My supermarket uses Arch btw.
I’m sure they announce it on their loudspeakers when you’re in the store too.
Oh man I would do this all the time. When I worked a grocery store it had suse and later they switched to windows. Before if anything didn’t work it was user error like rebooting with personal items left on the keyboard. After we had self checkouts that would bluescreen and other than myself only two people knew how to reboot them. If it had arch I would make sure everyone knew.
“Beware peasants! This store uses arch btw.”
Shit must look dystopian to anyone who doesn’t understand what it is.
ALL SHALL BOW BEFORE THE DARK OBELISK OF TECHNOLOGY.
I bet there was a granny, reading it line by line and crumple about where the fucking apples at.
What u mean granny just grep ‘apple’ Duh
Lmao
Some crusty broken distro install with a broken boot that may or may not be due to a bad disk or fs corruption is pretty much as dystopian as it gets.
And this comment is about as “First World Problems” as it gets.
Why does this produce need a massive digital signage pylon?
Because flashy screens work on dumb lizard brains
Well ya. That is why were are here in this thread right now. But also having a sign you can change easily is probably also useful.
Big Fruit is going to control our minds and enslave us all. If only they could get the interns to configure their shitty Linus distro.
They needed to construct additional pylons.
Thanks Judicator Aldaris
You need more minerals
No idea where it’s from or what it usually looks like since I just nabbed this off of Facebook, but my guess is to display ads, or perhaps some slo-mo videos of fresh fruit being tossed in an appetizing manner in an attempt to trigger your Pavlovian reflex to buy some of those oranges.
Couldn’t find any pictures of that particular setup operating under normal conditions, but here are some similar ones to give you an idea:
Do you really want an explanation for why a market might want large signage that they can change without much extra labor? Seems self evident to me.
The question is, why does it run on Linux and not Apple
Perhaps it runs on a Raspberry Pi?
Or orange pi. Banana pi.
The best thing I learned when writing this comment (because I know there are other fruity labeled pi computers) is that you can look up “other fruit pi” and actually find results. Semi-relevant ones. (I use ecosia, not google/bing/askjeves, so ymmv)
Why would it run on a fruit?
Yes! Potatoes are the way, as our ancestors taught us!
So, an HP laptop?
Because it would be expensive, just look at the price of the Lime /s
Who doesn’t love some kernel panic during shopping
That’s not a kernel panic
any idea what this is? Ive been seeing this a lot when I start up my laptop - sometimes it goes away automatically, sometimes it doesnt, but I have no idea what to even search for.

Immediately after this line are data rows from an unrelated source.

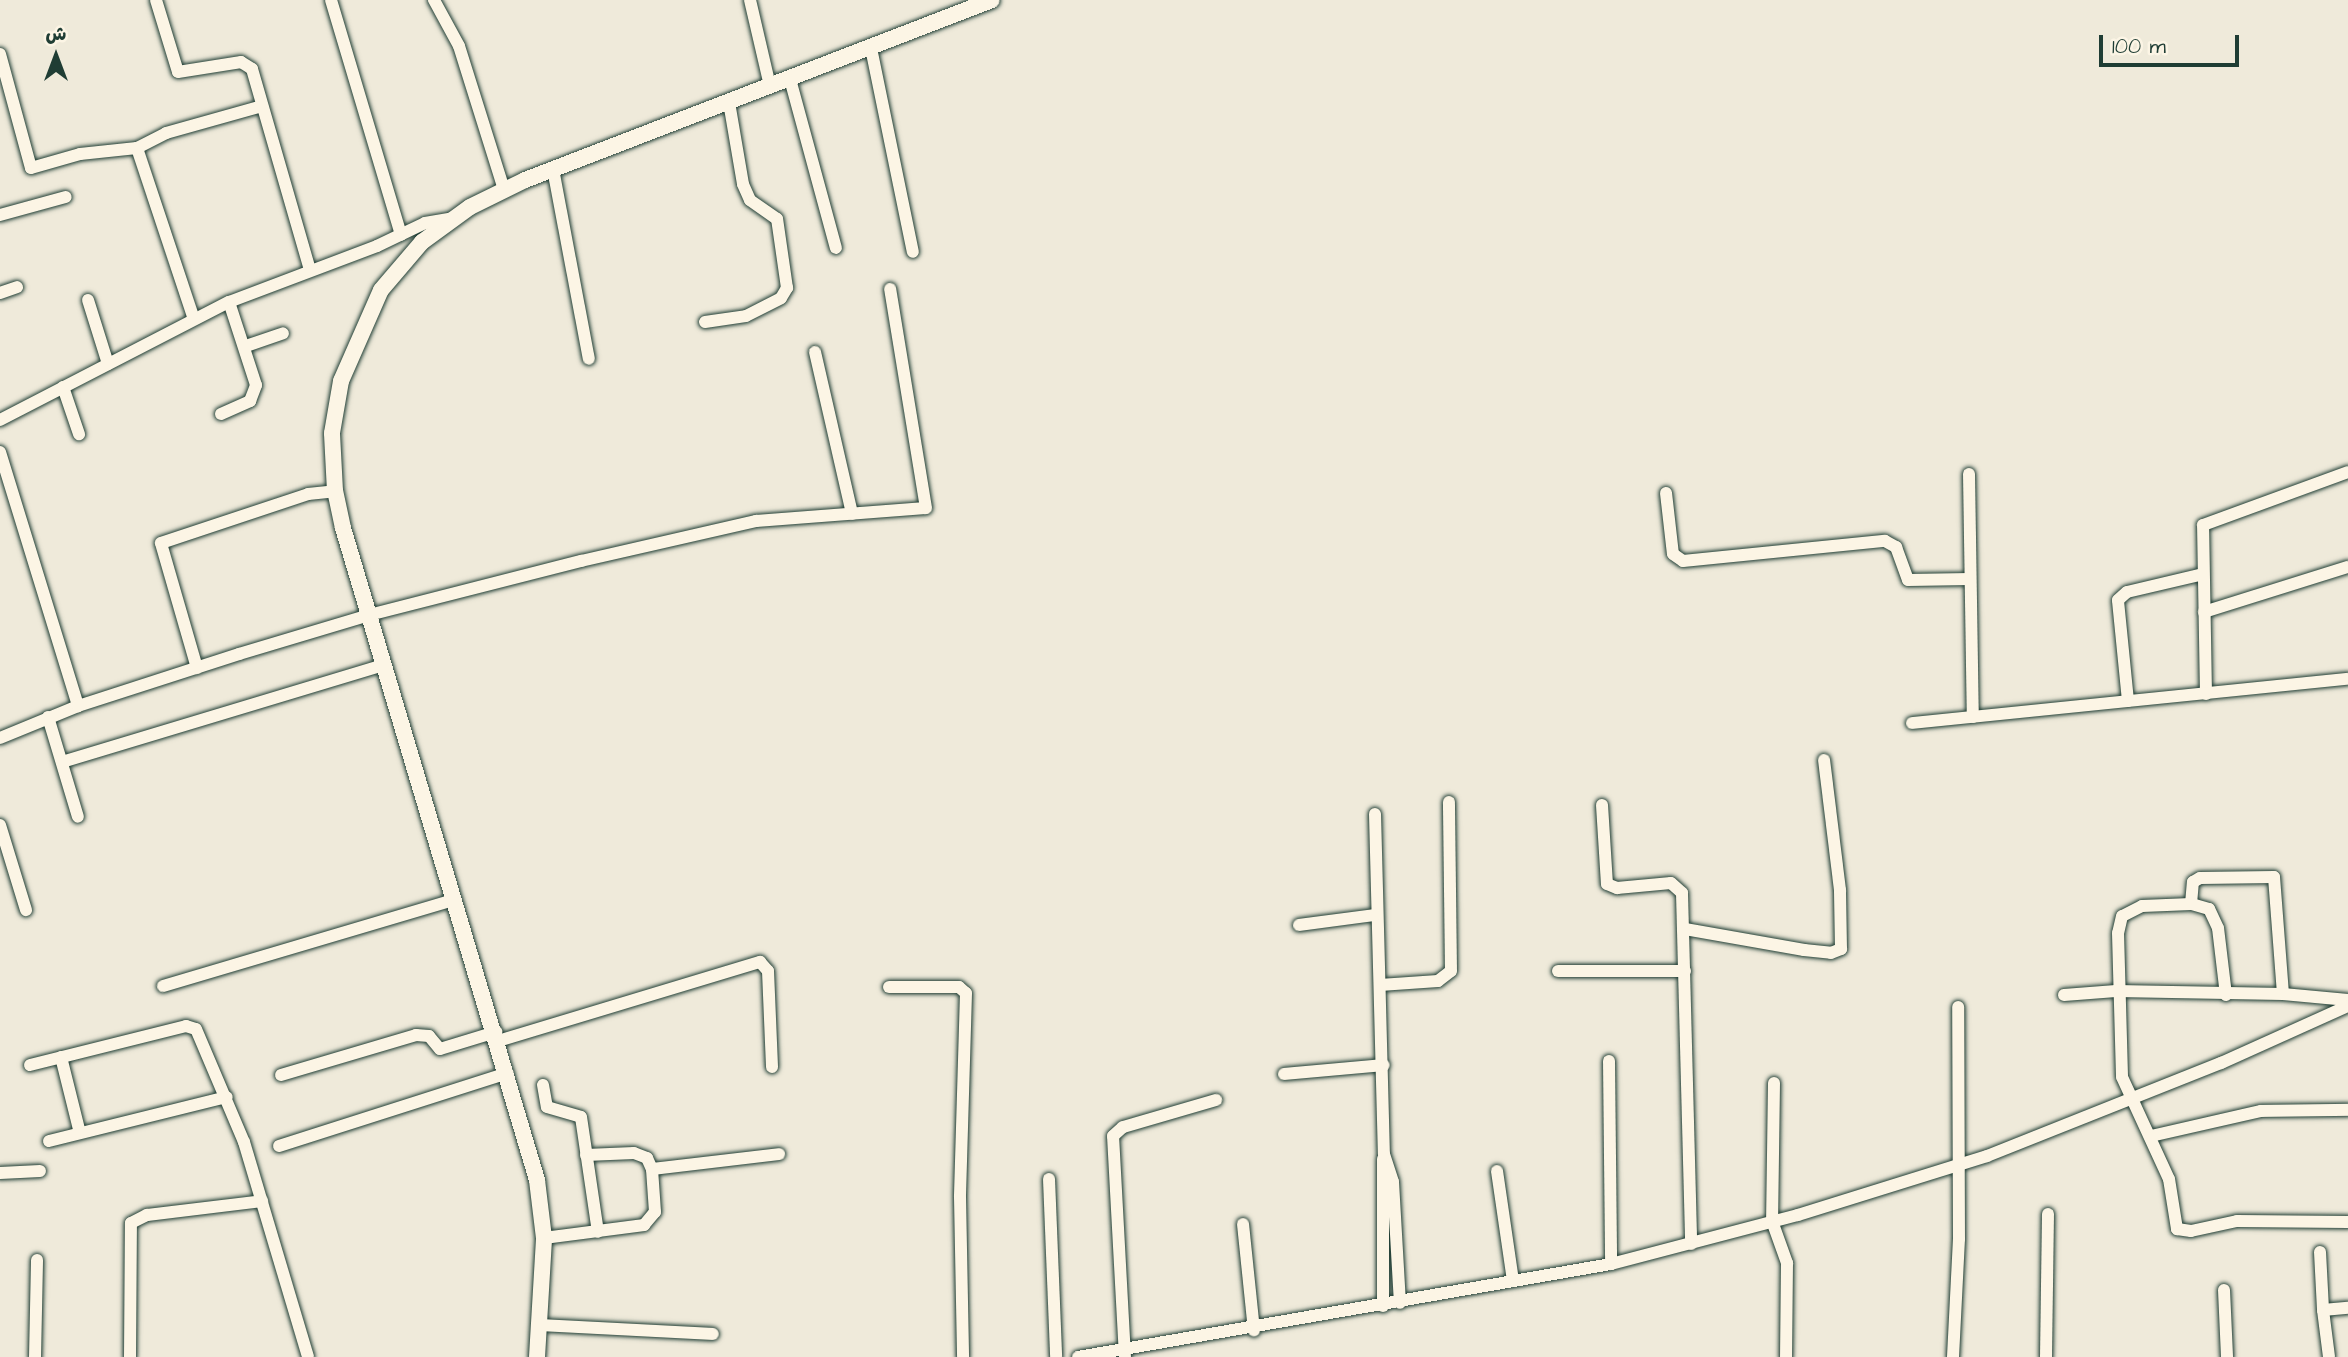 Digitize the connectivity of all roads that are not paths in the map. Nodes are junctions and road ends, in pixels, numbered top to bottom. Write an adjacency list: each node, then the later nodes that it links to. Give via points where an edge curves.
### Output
1 (156, 0): 11 (street, via 178,72 247,63)
2 (331, 0): 18 (street)
3 (434, 0): 14 (street, via 459,46)
4 (750, 0): 9 (street)
5 (992, 0): 6 (main road)
6 (870, 48): 8 (main road); 20 (street)
7 (0, 54): 12 (street, via 32,168 80,154)
8 (790, 79): 9 (main road); 19 (street)
9 (770, 86): 10 (main road)
10 (729, 102): 13 (main road); 28 (street, via 743,184 750,200 777,219 787,288 781,298 746,316)
11 (262, 106): 12 (street, via 166,133); 21 (street)
12 (137, 148): 27 (street)
13 (553, 169): 14 (main road); 32 (street)
14 (504, 190): 17 (main road)
15 (66, 197): 16 (street)
16 (0, 215)
17 (452, 218): 18 (street, via 437,219); 41 (main road, via 396,271 362,327 336,404 332,433)
18 (401, 235): 21 (street)
19 (836, 248)
20 (913, 252)
21 (310, 270): 26 (street)
22 (17, 287): 24 (street)
23 (890, 289): 43 (street, via 926,508)
24 (0, 293)
25 (88, 300): 33 (street)
26 (229, 302): 27 (street); 30 (street)
27 (194, 319): 33 (street)
28 (705, 322)
29 (283, 333): 30 (street)
30 (246, 346): 35 (street, via 254,393 250,401)
31 (815, 352): 43 (street)
32 (589, 359)
33 (108, 364): 34 (street)
34 (63, 387): 36 (street); 37 (street)
35 (221, 414)
36 (0, 420)
37 (79, 434)
38 (0, 452): 54 (street)
39 (2348, 472): 45 (street, via 2205,522)
40 (1969, 474): 46 (street)
41 (335, 491): 48 (main road); 50 (street, via 308,494 161,543)
42 (1665, 493): 46 (street, via 1673,554 1684,561 1885,541 1896,547 1908,580)
43 (852, 514): 48 (street, via 744,523)
44 (2348, 567): 47 (street)
45 (2203, 574): 47 (street); 53 (street, via 2127,592 2118,600)
46 (1970, 579): 56 (street)
47 (2204, 612): 52 (street)
48 (369, 615): 49 (main road); 50 (street)
49 (383, 665): 60 (street); 66 (main road)
50 (197, 668): 54 (street)
51 (2348, 679): 52 (street)
52 (2206, 694): 53 (street)
53 (2128, 701): 56 (street)
54 (78, 706): 55 (street)
55 (48, 717): 58 (street); 60 (street)
56 (1973, 717): 57 (street)
57 (1912, 723)
58 (0, 738)
59 (1824, 760): 71 (street, via 1840,890 1841,949 1831,953 1794,949)
60 (62, 762): 64 (street)
61 (1449, 802): 74 (street, via 1451,971 1438,981)
62 (1602, 805): 71 (street, via 1607,884 1617,888 1677,885)
63 (1375, 814): 69 (street)
64 (78, 817)
65 (0, 825): 68 (street)
66 (454, 900): 75 (street); 84 (main road)
67 (2191, 904): 77 (street, via 2142,906 2122,916 2118,933); 78 (street, via 2193,882 2200,878 2274,877); 80 (street, via 2202,905 2214,916)
68 (26, 910)
69 (1375, 915): 70 (street); 74 (street)
70 (1299, 925)
71 (1685, 929): 73 (street)
72 (1558, 971): 73 (street)
73 (1685, 971): 119 (street, via 1684,1107)
74 (1380, 985): 88 (street)
75 (163, 986)
76 (889, 987): 137 (street, via 959,987 966,993 960,1197)
77 (2121, 992): 79 (street); 80 (street); 96 (street, via 2122,1077)
78 (2283, 994): 80 (street); 81 (street)
79 (2064, 995)
80 (2226, 995)
81 (2348, 1000)
82 (2348, 1006): 96 (street)
83 (1958, 1007): 106 (street)
84 (497, 1036): 89 (street, via 760,961 768,971); 90 (main road); 92 (street, via 440,1049 429,1036 416,1035)
85 (61, 1057): 87 (street); 95 (street, via 190,1026 198,1032); 99 (street)
86 (1609, 1061): 122 (street)
87 (30, 1065)
88 (1384, 1065): 91 (street); 104 (street)
89 (772, 1067)
90 (508, 1073): 102 (street); 118 (main road, via 537,1180)
91 (1284, 1074)
92 (281, 1075)
93 (1774, 1083): 114 (street)
94 (543, 1085): 105 (street, via 547,1107 581,1117)
95 (227, 1097): 99 (street); 112 (street)
96 (2130, 1098): 100 (street); 106 (street)
97 (1216, 1100): 132 (street, via 1123,1127 1113,1136)
98 (2348, 1111): 100 (street, via 2261,1111)
99 (80, 1133): 101 (street)
100 (2151, 1136): 115 (street, via 2169,1179 2179,1230 2237,1221)
101 (49, 1141)
102 (279, 1146)
103 (779, 1154): 107 (street)
104 (1384, 1154): 125 (street, via 1393,1182); 126 (street, via 1380,1185)
105 (586, 1155): 107 (street, via 634,1153 647,1158); 117 (street)
106 (1956, 1165): 114 (street); 141 (street, via 1959,1239)
107 (652, 1168): 117 (street, via 655,1212 650,1221 635,1228)
108 (40, 1171): 110 (street)
109 (1497, 1171): 123 (street)
110 (0, 1172)
111 (1049, 1179): 138 (street)
112 (262, 1201): 134 (street, via 147,1215 131,1223); 135 (street)
113 (2048, 1213): 142 (street)
114 (1772, 1222): 119 (street); 140 (street, via 1787,1263)
115 (2348, 1222)
116 (1243, 1224): 130 (street)
117 (598, 1232): 118 (street)
118 (544, 1238): 129 (main road)
119 (1691, 1244): 122 (street)
120 (2320, 1252): 128 (street)
121 (37, 1260): 133 (street)
122 (1611, 1264): 123 (street)
123 (1513, 1281): 125 (street)
124 (2224, 1290): 143 (street)
125 (1400, 1303): 126 (street)
126 (1383, 1306): 130 (street)
127 (2348, 1308): 128 (street)
128 (2323, 1310): 144 (street)
129 (541, 1325): 131 (street); 136 (main road)
130 (1254, 1330): 132 (street)
131 (713, 1334)
132 (1125, 1354): 139 (street)
133 (35, 1357)
134 (130, 1357)
135 (308, 1357)
136 (537, 1357)
137 (963, 1357)
138 (1056, 1357)
139 (1079, 1357)
140 (1786, 1357)
141 (1953, 1357)
142 (2046, 1357)
143 (2227, 1357)
144 (2329, 1357)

That’s just systemd failing to start Switch Root. Have you tried the systemctl status suggestion in the error, or reading the text file it generates?
search for “linux fix bad bit”, from my experience with raspberry pis i think this happens if you don’t power off the device properly. if this happens more often, it’s usually a sign that the hdd is damaged and will give in soon
It got too close to the Apples and was corrupted.
Well, it doesn’t look like a core dump
Can a linux/systemd nerd explain what the error is? I know it’s a shutdown sequence, but I’m curious on the fault
These kinds of public errors are almost always a hard drive failure.
Using an actual hard drive for an embedded system like this would be a failure in and of itself.
Unless it literally has to store several hours’ worth of HD video content, no reason the entire system couldn’t fit on an SD card.
It’s been my experience that SD cards are almost always what causes a failure on a SBC. Given the cost of the screens, i’d probably choose something that could boot off nvme storage. Or at least tape a new, configured SD card to the case of the SBC for when this inevitably happens.
An SD card is MUCH less reliable than a good hdd unless it’s read only.
It is actually a boot failure. Normally the kernel reads some config from the initrd (the bootloader loads initrd and passes it to the kernel - thanks dan) and then does a bunch of setup stuff, and then it mounts the actual root filesystem, and then switches to using that. In this case, the root filesystem has failed to mount.
Hardware failure is most likely the cause, but misconfiguration can also make this happen. Probably hardware though.
If its misconfiguration, an admin can reattempt to mount the root drive on /new_root, and then ctrl-d to get the init system to try again
ELI5: couldnt open C:/ drive
Edit: clarified what loads the initrd - as per dans comment.
Thanks for that!
Switching to Linux and actually being able to see real time logs made me actually curious how it works, so that’s one gear out of the machine demistified
Normally the kernel loads an initrd filesystem,
The bootloader (GRUB) loads the initrd, not the kernel. The kernel accesses stuff from the initrd, but it’s already loaded by that point.
You are correct. Ill add an edit. Thanks!
Do they use a raspberry pi?
Or an Adafruit, perhaps?
Is this an actual video wall? Looked like bad CGI art. Kinda absurd.
Great post though.
I haven’t seen this thing in action under normal conditions since I just looted the picture off Faceborg, but I imagine it probably shows a slideshow of ads.